Content starts
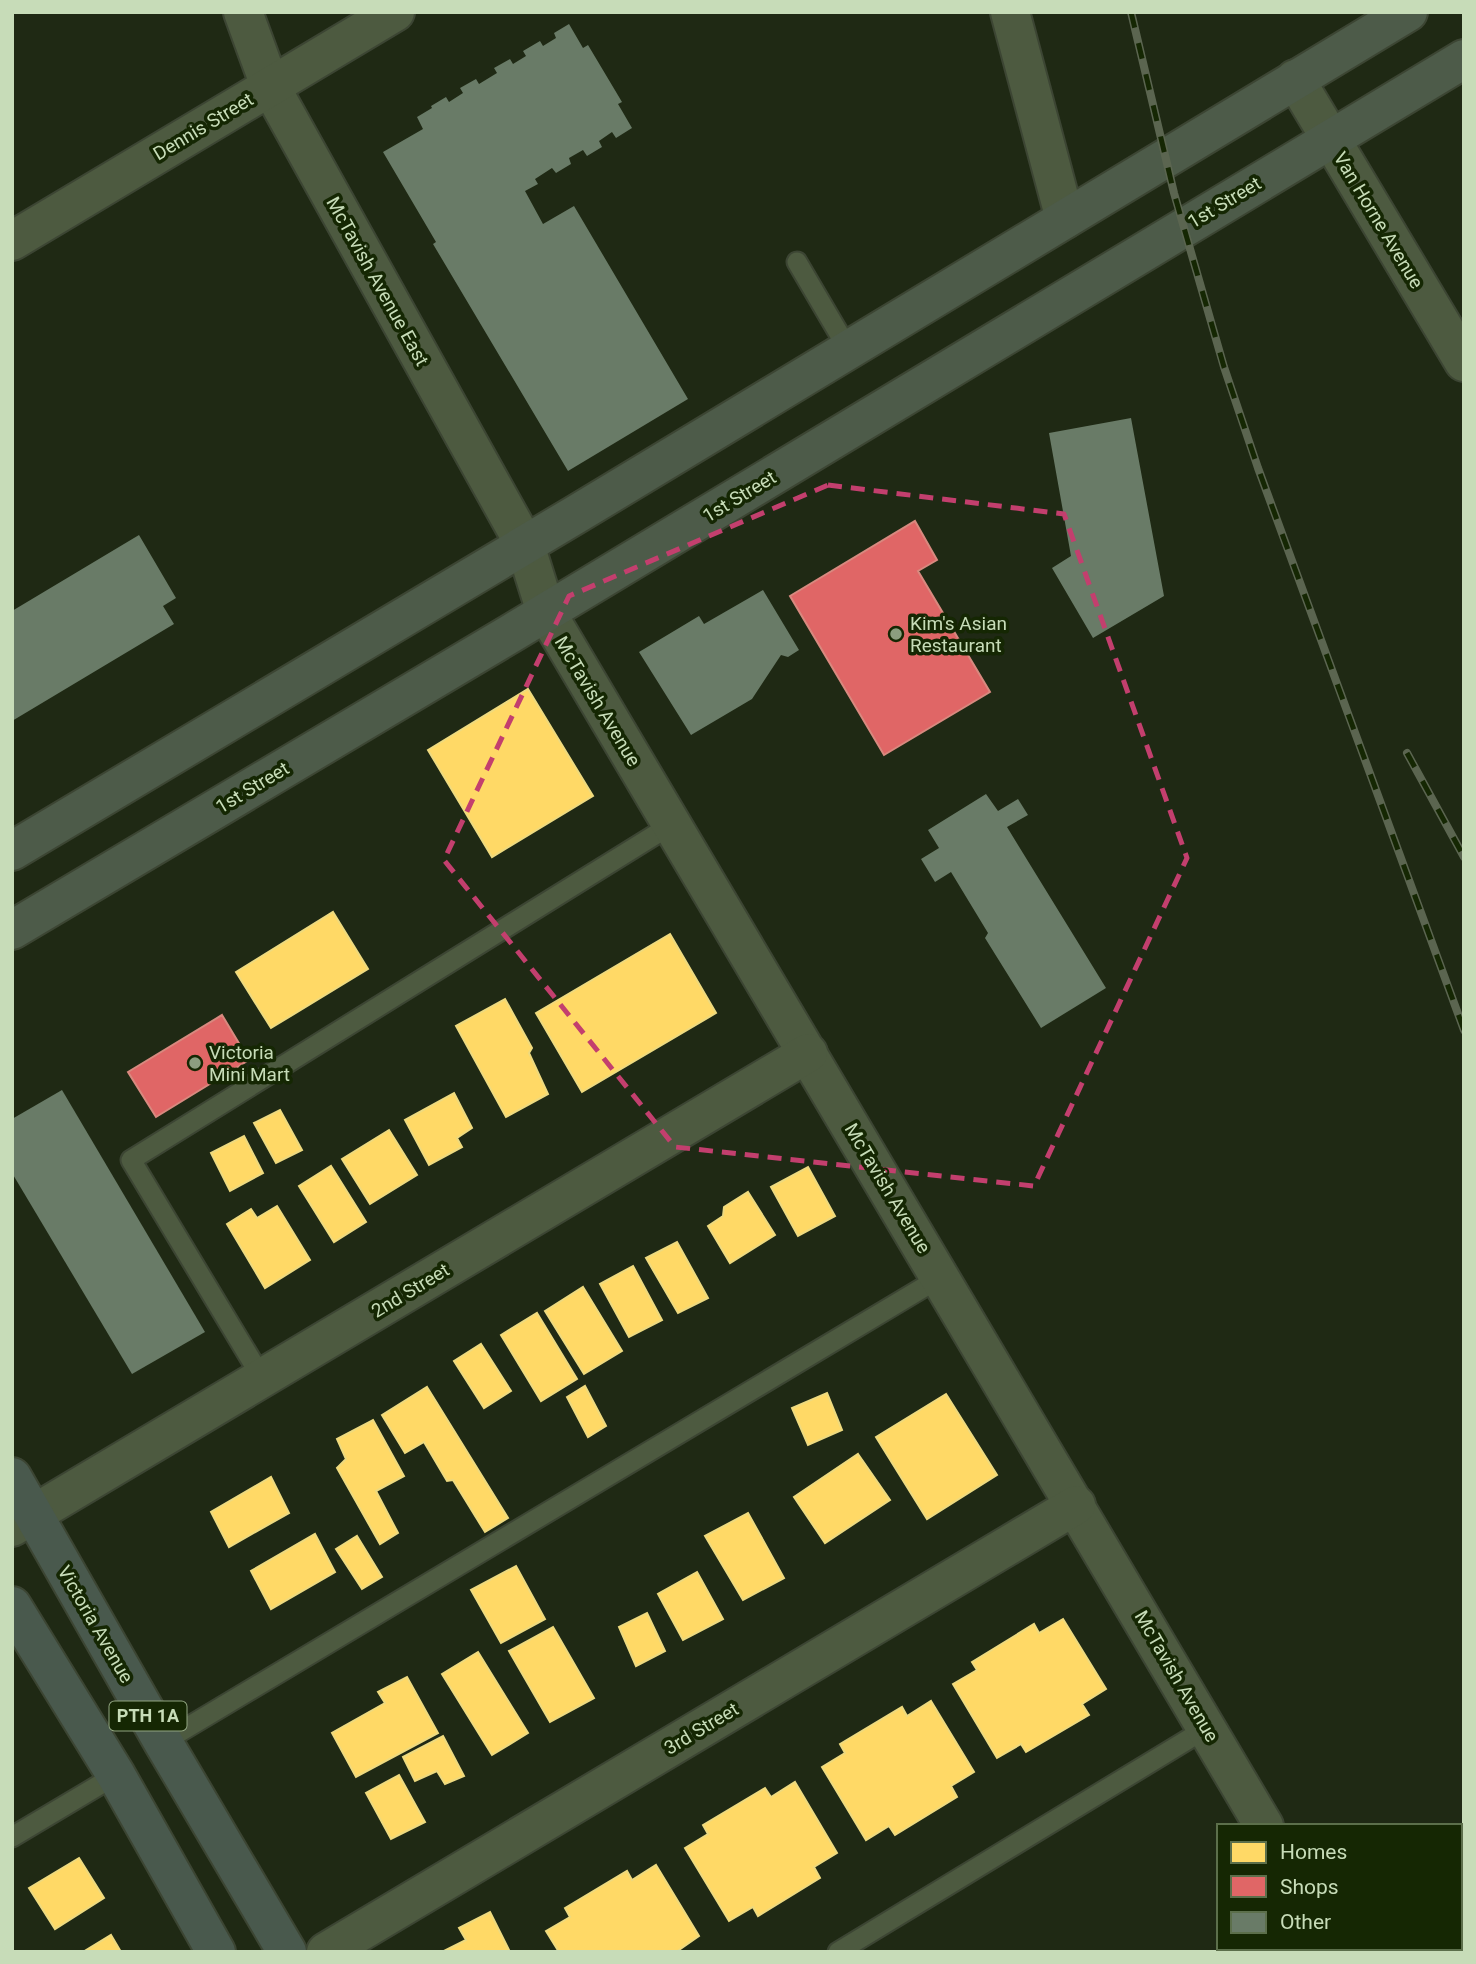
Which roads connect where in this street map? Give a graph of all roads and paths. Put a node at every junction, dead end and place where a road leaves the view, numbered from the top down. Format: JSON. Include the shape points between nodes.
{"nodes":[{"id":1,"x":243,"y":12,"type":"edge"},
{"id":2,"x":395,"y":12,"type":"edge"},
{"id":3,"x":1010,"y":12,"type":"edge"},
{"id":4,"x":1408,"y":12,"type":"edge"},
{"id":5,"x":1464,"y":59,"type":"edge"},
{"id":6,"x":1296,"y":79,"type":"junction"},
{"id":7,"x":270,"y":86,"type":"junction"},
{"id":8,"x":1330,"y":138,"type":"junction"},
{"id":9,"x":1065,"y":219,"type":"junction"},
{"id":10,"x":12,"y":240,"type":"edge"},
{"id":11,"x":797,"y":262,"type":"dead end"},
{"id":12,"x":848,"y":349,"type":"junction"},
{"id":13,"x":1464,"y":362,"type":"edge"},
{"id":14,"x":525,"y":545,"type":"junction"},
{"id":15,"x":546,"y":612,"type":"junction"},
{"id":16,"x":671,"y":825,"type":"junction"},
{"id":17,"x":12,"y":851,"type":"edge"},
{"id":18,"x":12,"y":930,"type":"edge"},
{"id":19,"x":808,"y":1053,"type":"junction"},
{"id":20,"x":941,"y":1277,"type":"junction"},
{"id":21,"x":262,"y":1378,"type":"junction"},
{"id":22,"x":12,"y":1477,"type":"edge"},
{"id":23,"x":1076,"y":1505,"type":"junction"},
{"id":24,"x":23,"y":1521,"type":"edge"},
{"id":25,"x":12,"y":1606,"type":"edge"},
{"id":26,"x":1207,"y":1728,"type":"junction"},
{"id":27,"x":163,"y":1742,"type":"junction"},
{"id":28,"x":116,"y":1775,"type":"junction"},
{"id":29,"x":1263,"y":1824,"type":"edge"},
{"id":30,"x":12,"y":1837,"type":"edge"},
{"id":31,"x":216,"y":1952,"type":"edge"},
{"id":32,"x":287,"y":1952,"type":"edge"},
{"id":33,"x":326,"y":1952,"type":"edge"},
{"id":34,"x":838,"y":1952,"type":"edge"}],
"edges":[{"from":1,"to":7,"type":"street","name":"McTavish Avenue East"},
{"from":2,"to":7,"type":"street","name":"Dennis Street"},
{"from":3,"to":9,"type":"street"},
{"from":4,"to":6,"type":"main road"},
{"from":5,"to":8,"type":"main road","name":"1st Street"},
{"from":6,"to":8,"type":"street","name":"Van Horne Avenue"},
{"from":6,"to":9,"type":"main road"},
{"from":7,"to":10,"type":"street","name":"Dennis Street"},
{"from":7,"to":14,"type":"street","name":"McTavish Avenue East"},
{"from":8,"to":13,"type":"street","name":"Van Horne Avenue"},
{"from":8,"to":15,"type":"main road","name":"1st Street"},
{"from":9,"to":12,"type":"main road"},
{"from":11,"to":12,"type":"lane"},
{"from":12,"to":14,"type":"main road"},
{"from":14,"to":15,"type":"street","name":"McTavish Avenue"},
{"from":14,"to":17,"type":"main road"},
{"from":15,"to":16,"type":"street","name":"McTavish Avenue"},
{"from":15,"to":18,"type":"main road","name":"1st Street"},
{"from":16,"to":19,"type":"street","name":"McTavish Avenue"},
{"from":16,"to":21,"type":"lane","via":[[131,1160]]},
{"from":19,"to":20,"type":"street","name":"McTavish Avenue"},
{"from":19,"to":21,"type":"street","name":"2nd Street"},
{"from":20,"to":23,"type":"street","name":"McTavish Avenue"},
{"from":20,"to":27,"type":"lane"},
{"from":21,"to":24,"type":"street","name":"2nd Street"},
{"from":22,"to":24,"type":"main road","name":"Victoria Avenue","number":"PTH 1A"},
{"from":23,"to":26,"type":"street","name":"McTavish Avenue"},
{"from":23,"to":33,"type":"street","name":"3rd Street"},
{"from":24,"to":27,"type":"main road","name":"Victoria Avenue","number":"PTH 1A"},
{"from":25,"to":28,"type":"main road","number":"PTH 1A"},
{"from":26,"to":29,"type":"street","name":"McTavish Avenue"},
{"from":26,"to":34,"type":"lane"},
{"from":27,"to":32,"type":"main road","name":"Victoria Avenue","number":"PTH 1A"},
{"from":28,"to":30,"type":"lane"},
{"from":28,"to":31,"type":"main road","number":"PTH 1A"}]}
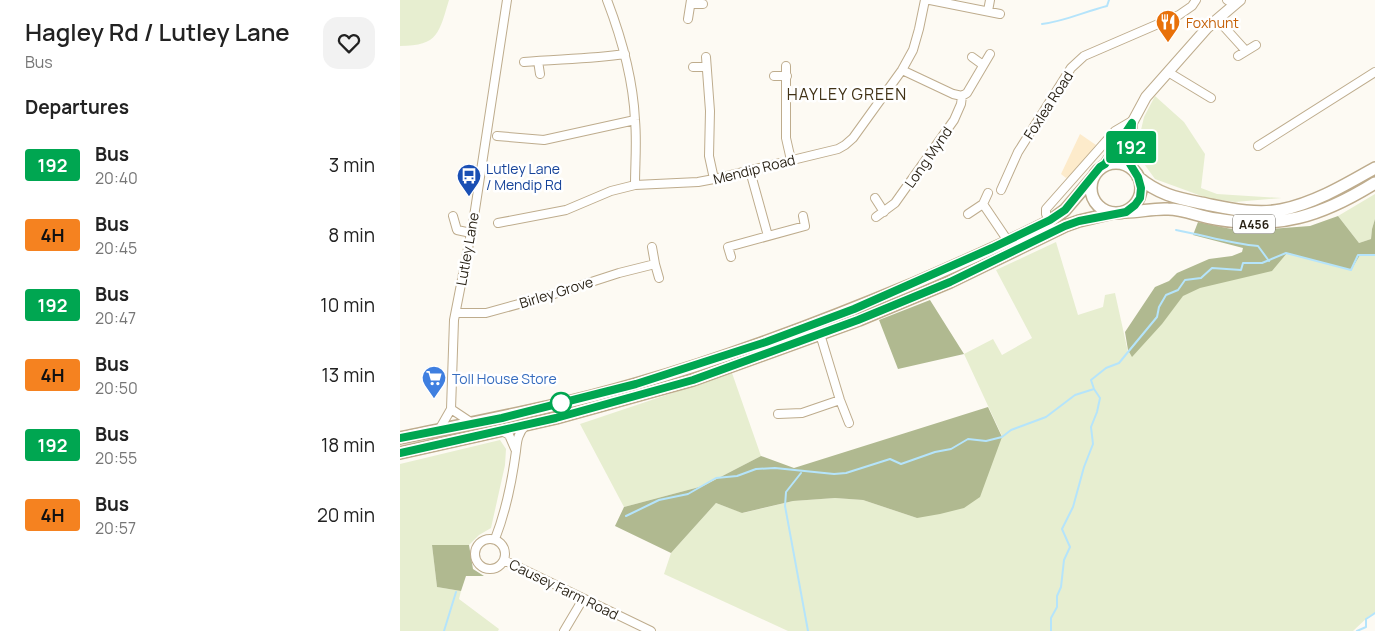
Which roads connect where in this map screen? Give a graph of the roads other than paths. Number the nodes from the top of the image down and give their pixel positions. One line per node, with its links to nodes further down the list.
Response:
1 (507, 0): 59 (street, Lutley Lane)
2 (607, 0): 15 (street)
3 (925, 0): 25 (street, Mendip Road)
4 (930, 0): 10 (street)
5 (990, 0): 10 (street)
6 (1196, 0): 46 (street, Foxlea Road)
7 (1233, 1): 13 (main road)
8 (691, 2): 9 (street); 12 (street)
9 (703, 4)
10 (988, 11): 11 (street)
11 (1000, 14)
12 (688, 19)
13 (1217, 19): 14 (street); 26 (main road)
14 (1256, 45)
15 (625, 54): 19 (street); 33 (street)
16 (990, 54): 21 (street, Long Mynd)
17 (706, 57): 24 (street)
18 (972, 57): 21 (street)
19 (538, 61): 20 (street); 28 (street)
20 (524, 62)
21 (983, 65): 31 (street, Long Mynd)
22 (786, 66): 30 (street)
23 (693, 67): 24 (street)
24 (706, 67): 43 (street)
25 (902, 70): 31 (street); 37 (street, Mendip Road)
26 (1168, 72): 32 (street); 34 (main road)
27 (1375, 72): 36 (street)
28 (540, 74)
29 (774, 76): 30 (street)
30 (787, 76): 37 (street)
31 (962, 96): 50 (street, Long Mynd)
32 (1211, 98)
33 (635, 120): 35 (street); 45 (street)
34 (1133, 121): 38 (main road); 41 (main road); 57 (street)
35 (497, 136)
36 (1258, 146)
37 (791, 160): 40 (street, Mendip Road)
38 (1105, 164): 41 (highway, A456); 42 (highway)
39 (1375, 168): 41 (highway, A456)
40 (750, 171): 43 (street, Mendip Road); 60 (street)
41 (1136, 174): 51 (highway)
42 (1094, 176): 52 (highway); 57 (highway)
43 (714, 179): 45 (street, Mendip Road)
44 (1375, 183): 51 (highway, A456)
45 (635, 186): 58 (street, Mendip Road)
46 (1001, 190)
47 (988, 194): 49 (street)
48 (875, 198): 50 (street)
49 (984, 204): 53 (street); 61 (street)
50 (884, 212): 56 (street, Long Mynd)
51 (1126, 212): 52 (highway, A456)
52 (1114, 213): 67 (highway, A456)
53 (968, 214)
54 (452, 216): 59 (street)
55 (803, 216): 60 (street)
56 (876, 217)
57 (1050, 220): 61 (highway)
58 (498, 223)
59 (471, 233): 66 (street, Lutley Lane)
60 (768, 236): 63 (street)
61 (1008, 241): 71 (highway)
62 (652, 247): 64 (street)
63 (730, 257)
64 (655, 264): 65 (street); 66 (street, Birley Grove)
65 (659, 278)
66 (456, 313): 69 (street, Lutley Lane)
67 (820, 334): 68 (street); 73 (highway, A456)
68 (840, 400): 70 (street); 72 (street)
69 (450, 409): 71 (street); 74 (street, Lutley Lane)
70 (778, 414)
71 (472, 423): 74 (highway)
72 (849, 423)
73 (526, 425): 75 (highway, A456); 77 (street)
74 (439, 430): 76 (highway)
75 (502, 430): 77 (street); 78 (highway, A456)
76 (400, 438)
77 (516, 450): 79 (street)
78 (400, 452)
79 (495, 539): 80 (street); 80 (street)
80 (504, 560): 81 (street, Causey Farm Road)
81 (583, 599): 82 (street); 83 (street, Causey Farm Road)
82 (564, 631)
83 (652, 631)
Content ends
▶ TASK GOAL: Filter the records down to the lines containing the word "this", and copy those.

▶ TASK OUTPUT:
Which roads connect where in this street map? Give a graph of all roads and paths. Put a node at every junction, dead end and place where a road leaves the view, numbered from the top down. Format: JSON. Include the shape points between nodes.
Which roads connect where in this map screen? Give a graph of the roads other than paths. Number the nodes from the top of the image down and give their pixel positions. One line per node, with its links to nodes further down the list.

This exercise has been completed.